Deeper Digs, Bigger Stakes
Season 9, Episode 8

Deeper Digs, Bigger Stakes

Charles Barkhouse and Terry Matheson supervise the drilling of Borehole DE-1.5 in the Money Pit, only eleven feet from C1 and part of the C-1 Cluster where the team has found metal fragments containing gold, water samples testing positive for gold and silver, and wood dating to possibly the 15th century. The drill program will help determine where to place up to four ten-foot-wide shafts in the attempt to recover the possible treasure. A core from 69 feet reveals splinters and what could be a piece of a beam from a shaft or tunnel, and a sample from 79 to 83 feet contains stacked timber at the bottom. Terry says the evidence points to a structure of some type. By the time Rick arrives, the cores show that for twenty feet the drill has been clipping the side of a tunnel or shaft with buckled beams, and Rick tells Terry and Charles they need to shift from exploration to confirmation drilling.
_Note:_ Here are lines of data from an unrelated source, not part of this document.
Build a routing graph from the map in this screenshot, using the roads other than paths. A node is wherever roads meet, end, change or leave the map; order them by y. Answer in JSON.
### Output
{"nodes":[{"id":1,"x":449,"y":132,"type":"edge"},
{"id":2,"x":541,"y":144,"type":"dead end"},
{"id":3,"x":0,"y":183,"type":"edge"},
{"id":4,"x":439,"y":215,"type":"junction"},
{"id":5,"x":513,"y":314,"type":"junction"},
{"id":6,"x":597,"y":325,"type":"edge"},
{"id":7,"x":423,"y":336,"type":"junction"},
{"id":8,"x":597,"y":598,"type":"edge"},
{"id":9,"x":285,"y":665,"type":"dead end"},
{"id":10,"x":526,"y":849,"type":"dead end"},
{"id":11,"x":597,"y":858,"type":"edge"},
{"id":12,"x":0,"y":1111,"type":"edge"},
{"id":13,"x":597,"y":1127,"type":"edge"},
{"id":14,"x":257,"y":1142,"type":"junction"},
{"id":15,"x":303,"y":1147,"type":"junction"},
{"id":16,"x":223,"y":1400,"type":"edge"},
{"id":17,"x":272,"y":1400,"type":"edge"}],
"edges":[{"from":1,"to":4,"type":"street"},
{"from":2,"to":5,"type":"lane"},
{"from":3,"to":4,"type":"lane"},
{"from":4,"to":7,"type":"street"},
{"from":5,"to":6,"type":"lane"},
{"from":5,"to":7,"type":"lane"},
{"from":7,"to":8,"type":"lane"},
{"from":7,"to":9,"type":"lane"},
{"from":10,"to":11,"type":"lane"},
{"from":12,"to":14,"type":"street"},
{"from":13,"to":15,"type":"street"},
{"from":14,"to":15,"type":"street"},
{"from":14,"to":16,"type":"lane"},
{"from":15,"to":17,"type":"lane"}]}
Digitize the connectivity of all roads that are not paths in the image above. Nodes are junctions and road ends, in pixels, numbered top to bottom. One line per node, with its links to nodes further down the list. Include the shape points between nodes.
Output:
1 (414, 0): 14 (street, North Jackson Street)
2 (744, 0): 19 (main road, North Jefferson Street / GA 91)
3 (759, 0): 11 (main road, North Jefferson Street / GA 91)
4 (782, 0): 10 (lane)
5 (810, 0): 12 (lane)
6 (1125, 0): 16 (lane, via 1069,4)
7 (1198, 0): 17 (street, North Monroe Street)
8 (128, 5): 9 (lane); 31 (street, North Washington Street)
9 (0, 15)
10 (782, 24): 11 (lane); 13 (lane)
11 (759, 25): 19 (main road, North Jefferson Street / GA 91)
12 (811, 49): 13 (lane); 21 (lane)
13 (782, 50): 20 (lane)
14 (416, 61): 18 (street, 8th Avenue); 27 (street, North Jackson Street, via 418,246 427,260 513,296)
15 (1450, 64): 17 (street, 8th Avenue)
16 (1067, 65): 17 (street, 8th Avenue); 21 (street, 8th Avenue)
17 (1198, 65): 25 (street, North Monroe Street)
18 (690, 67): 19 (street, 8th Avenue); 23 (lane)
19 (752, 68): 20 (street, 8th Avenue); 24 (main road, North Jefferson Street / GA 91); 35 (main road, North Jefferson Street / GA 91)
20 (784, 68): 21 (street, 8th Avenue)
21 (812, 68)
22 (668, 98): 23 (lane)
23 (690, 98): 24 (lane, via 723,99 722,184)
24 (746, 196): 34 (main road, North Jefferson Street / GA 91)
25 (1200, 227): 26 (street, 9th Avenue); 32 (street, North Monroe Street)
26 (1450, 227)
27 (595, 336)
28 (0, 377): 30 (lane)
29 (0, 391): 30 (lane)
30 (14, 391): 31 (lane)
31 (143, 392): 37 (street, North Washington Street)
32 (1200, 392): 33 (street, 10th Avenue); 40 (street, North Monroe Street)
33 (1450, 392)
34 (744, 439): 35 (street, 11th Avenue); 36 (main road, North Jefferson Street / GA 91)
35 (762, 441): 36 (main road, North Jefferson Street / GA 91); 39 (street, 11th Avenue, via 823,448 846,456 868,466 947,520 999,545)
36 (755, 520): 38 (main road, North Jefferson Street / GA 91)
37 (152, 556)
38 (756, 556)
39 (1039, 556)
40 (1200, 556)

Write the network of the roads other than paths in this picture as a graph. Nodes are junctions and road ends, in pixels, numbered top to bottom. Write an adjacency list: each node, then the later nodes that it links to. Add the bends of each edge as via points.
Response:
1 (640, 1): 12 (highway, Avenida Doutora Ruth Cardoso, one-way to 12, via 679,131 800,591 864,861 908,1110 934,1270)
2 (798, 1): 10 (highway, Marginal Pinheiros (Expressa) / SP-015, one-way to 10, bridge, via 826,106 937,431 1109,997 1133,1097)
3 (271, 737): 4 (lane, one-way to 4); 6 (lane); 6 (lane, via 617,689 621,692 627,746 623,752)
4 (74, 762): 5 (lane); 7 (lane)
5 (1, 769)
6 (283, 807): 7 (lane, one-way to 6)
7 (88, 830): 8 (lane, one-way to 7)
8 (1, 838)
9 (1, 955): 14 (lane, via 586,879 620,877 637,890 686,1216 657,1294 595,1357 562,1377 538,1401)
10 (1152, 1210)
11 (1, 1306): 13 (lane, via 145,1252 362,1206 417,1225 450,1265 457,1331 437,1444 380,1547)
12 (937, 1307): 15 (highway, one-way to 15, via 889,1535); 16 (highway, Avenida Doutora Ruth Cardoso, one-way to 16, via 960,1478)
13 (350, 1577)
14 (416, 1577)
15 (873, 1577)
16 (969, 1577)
At the research center, Steve Guptill recommends moving west to Borehole G-2, near the possible location of Shaft Six. In 1861, the Oak Island Association dug Shaft Six eighteen feet west of where they had drilled into what they believed were two chests stacked on top of each other. As the association tunneled toward the chests, seawater broke through and flooded the tunnel, causing the cribbing in the Money Pit to collapse. The first core from G-2 at 75 feet shows stacked wood with vertical pit saw marks, and at 89 feet the team pulls five feet of stacked timbers along with a bent nail. Charles texts Rick, who arrives and immediately takes the nail for analysis. At the archaeology trailer, Rick tells Doug Crowell he wants to know whether the nail contains manganese, which will date it to before or after 1840. The XRF reads 96.60 percent iron and 3.36 percent manganese, placing it in the post-1840 time frame. Laird Niven confirms the nail is hand forged, consistent with the early to mid 1800s and Shaft Six's timeline.

In the swamp, Billy Gerhardt continues excavating the southern edge while Charles notices a plank with rounded edges near where a piece of railing was previously found. Jack Begley and Charles then recover three pieces of wood cut to points and buried about three feet deep, resembling the survey stakes found the previous year near the eastern border of the swamp that dated to the 1600s. Charles notes the cuts on the stakes differ, likely the work of different people. At the archaeology trailer, Rick observes that the shorter stake resembles the survey stakes Fred Nolan found years ago in the swamp, and Marty notices the plank looks similar to the pieces of keg found there previously.

On Lot 22, Gary Drayton and Michael John metal detect an area near Lot 4 where Gary has been searching for two weeks for evidence of human activity predating the 1795 discovery of the Money Pit. To date, the team has found a gold-plated button, an adze, and a metal fragment that could be from a Portuguese cannon. Michael unearths a large piece of lead; previous lead artifacts from the island have been dated to the 14th century and linked to Knights Templar territories. At their next target, Michael recovers a strap that Carmen Legge identifies as a box or chest strap from the late 1600s to late 1700s, noting the rounded end is typical of straps used on heavy trunks and the thickness indicates it would have held hardware, china, or silverware rather than something like clothing.